The hardest part of getting on board for an intermediate move is in the very beginning stages. First you have to identify a bottom, in the case of the precious metals complex, and then you have to start buying. Think of these impulse moves as two steps forward and one step back. We have just had our two steps forward and today marks the point of a possible one step back. This is normal market behavior. Giving back some of your hard earned gains makes you feel uncomfortable and you get this feeling, in the pit of your stomach, that you must sell. If we are truly in an impulse move higher your mentality should be to buy weakness. When your in a trading range is the time to sell into strength not in an impulse move. These are two completely different techniques. Right now I think we have entered at least an intermediate term move in the precious metals stocks and that is how I’m going to play this move until something tells me different.

My experience has taught me to trade the intermediate term move and hang on for dear life when things start moving both going up and coming down. This is where the big money will be made IMHO. Those that try to trade in and out will get a few good trades off but will eventually get out of sync with the move and find themselves on the sideline when the heart of the move takes place. I know for a fact that this is already happening with some of our subscribers that decided to sit out the move in some of the 3 X long eft’s we’ve been buying for the intermediate term move.

This is the point where one has to decide on which type of trader they want to be. If you want to be a short term trader then you really need to be disciplined and follow your system to the letter. If you chose to be an intermediate term investor then you need to get positioned for the longer haul by buying your favorite precious metals stocks now.
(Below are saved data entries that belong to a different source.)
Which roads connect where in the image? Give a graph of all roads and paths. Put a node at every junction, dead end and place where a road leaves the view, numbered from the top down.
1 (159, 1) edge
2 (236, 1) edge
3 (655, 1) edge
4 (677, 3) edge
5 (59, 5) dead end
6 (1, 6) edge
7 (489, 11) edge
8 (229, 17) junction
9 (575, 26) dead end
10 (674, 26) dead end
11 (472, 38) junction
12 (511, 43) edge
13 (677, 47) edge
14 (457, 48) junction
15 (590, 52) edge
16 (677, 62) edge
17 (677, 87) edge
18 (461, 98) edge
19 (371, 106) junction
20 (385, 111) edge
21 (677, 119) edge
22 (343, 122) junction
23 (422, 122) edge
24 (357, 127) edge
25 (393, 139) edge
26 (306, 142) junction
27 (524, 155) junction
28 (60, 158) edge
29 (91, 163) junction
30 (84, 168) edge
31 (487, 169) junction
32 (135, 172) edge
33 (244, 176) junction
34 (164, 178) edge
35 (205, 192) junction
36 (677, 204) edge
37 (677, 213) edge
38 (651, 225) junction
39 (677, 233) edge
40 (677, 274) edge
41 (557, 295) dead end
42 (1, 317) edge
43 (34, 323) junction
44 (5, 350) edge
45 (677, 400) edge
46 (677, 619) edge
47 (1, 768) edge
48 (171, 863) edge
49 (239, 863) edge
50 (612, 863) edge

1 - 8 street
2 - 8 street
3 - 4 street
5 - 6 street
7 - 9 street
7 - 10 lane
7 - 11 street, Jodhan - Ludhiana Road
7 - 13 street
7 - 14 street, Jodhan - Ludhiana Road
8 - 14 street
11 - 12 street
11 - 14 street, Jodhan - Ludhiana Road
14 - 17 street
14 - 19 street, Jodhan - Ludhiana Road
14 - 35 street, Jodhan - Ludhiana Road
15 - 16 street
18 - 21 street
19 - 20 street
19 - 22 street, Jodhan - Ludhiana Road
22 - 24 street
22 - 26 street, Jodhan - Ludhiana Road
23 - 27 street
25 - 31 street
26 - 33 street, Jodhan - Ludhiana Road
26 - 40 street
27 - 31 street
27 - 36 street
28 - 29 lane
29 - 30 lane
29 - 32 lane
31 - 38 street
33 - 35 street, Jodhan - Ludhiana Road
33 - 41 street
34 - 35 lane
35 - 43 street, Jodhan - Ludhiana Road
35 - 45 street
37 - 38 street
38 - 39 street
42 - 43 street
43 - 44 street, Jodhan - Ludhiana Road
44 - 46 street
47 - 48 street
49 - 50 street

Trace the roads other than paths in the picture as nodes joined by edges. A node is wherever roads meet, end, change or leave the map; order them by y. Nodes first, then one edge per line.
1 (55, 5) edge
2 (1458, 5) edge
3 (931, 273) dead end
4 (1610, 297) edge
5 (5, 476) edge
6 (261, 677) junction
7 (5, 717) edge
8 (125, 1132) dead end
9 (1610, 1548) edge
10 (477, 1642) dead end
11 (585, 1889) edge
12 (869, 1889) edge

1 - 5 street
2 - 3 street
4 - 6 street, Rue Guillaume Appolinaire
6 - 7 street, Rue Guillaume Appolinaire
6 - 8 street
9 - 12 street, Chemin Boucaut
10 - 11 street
You need to have the mindset that there are going to be corrections along the way but you have the confidence in the trend to hang on. It takes a lot of discipline and courage to ride out these inevitable corrections but that is the only way I know to make the big bucks. With that said lets look at some charts and see what they maybe telling us.

Lets start by looking at a daily chart for gold that is showing us a potential inverse H&S bottom that is the second bottom of a possible much bigger double bottom that goes back to the June low. This is exactly where one wants to see one of these reversal patterns form. If you recall gold made that very small double bottom, in December, that is now the head portion of the bigger inverse H&S bottom. Note the little unbalanced double bottom that was made back in June of last year that started the bottoming process and the small H&S top that was made at the 1430 top which I’m labeling, for the time being, as the double bottom hump. You can see how important the 1430 area is going to be for our intermediate term move. Note the last two bars on the far right hand side of the chart that shows the price action for gold doing a ping pong move between the 150 dma and the neckline. This is a big deal folks. Its showing us two very hot lines right now, one that is resistance and the other support. As I’ve shown you many times in the past when a stock is trading up against an important trendline, that is acting as resistance, you often see a smaller pattern form just below that important line of resistance. A moving average is no different than a trendline as they both can act as support or resistance. What makes me think that gold will break above the 150 moving average is the inverse H&S bottom that is forming just below it. If gold does in fact break above the 150 dma that will be a very big clue that gold has some legs to run higher.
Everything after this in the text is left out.